The Indie Handbook [Uk]: "My Baby's Just A Baby" review



 

I like Knickers

 

 

I don’t know how often you folks clean out your spam folders. Personally, I try to do it a few times a week. Granted, 85% of the time it’s Central African solicitors and Irish Lottery winnings, but occasionally, something slips through. (I often wonder how many of the indecipherable Korean and Chinese mailings are actually press releases for fantastic new bands I’ll never hear because I made the mistake of not learning every language ever.) But it’s the most recent number to be dug from the depths of discarded pyramid schemes which left me nearly breathless from the potential magnitude of such a near miss.

Knickers (I don’t think I need to explain to you why Gmail filed this where they did), are the latest effort from Simon Love (The Loves). According to one interview, by the time The Loves retired on Valentine’s Day 2011, Simon already had plans for Knickers. Still, as the story goes, Sarah answered an ad Simon had posted on Gumtree.com reading “French Girl Wanted”. A few crude demos later, Knickers were formed. To date, the band have only played a handful of gigs (including one last week with Elefant labelmates The School), but word is spreading fast. On my recent trip through the UK, the chat around the record shop circuit (Rough Trade, Spillers, Monorail, Avalanche, etc.) was about Knickers (the band…I checked). I even met a man here in terminally uncool Columbus, Ohio this week who asked me if I knew anything about them.

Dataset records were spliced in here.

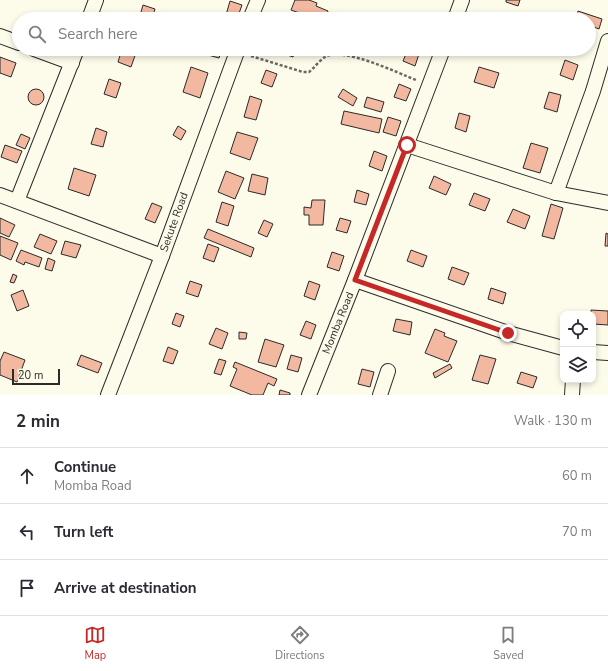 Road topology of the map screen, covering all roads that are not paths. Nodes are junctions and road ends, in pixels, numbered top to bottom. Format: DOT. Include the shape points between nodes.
graph roads {
  1 [pos="96,0"];
  2 [pos="258,0"];
  3 [pos="462,0"];
  4 [pos="92,12"];
  5 [pos="253,12"];
  6 [pos="458,12"];
  7 [pos="0,36"];
  8 [pos="12,40"];
  9 [pos="608,41"];
  10 [pos="53,56"];
  11 [pos="74,56"];
  12 [pos="236,56"];
  13 [pos="440,56"];
  14 [pos="72,63"];
  15 [pos="407,145"];
  16 [pos="556,193"];
  17 [pos="0,195"];
  18 [pos="17,202"];
  19 [pos="608,203"];
  20 [pos="162,256"];
  21 [pos="355,280"];
  22 [pos="560,347"];
  23 [pos="596,352"];
  24 [pos="608,353"];
  25 [pos="388,371"];
  26 [pos="574,383"];
  27 [pos="108,395"];
  28 [pos="309,395"];
  29 [pos="380,395"];
  30 [pos="572,395"];
  1 -- 4 [label="street"];
  2 -- 5 [label="street"];
  3 -- 6 [label="street"];
  7 -- 8 [label="street"];
  9 -- 16 [label="street"];
  10 -- 14 [label="street"];
  11 -- 14 [label="street"];
  12 -- 20 [label="street, Sekute Road"];
  13 -- 15 [label="street, Momba Road"];
  14 -- 18 [label="street"];
  15 -- 16 [label="street"];
  15 -- 21 [label="street, Momba Road"];
  16 -- 19 [label="street"];
  17 -- 18 [label="street"];
  18 -- 20 [label="street"];
  20 -- 27 [label="street, Sekute Road"];
  21 -- 22 [label="street" via="508,333"];
  21 -- 28 [label="street, Momba Road"];
  23 -- 24 [label="street"];
  25 -- 29 [label="street"];
  26 -- 30 [label="street"];
}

The word is out, kids – and so is the record – a four-track EP on Elefant Records, that is. And if you’ve ever loved anything on Elefant, it’s an EP you’re going to need – four pop gems inspired by French yé-yé, ’60s garage, and the Velvet Underground. Lead off track, “My Baby’s Just a Baby” is a catchy ode to melodic dirty garage rock. Between a strong stomping melody and a clever video [below] in which Sarah gives the boy bandmates the RealDoll treatment, the lead single makes a compelling case that Knickers are onto something here. And the follow-up tracks are far from filler.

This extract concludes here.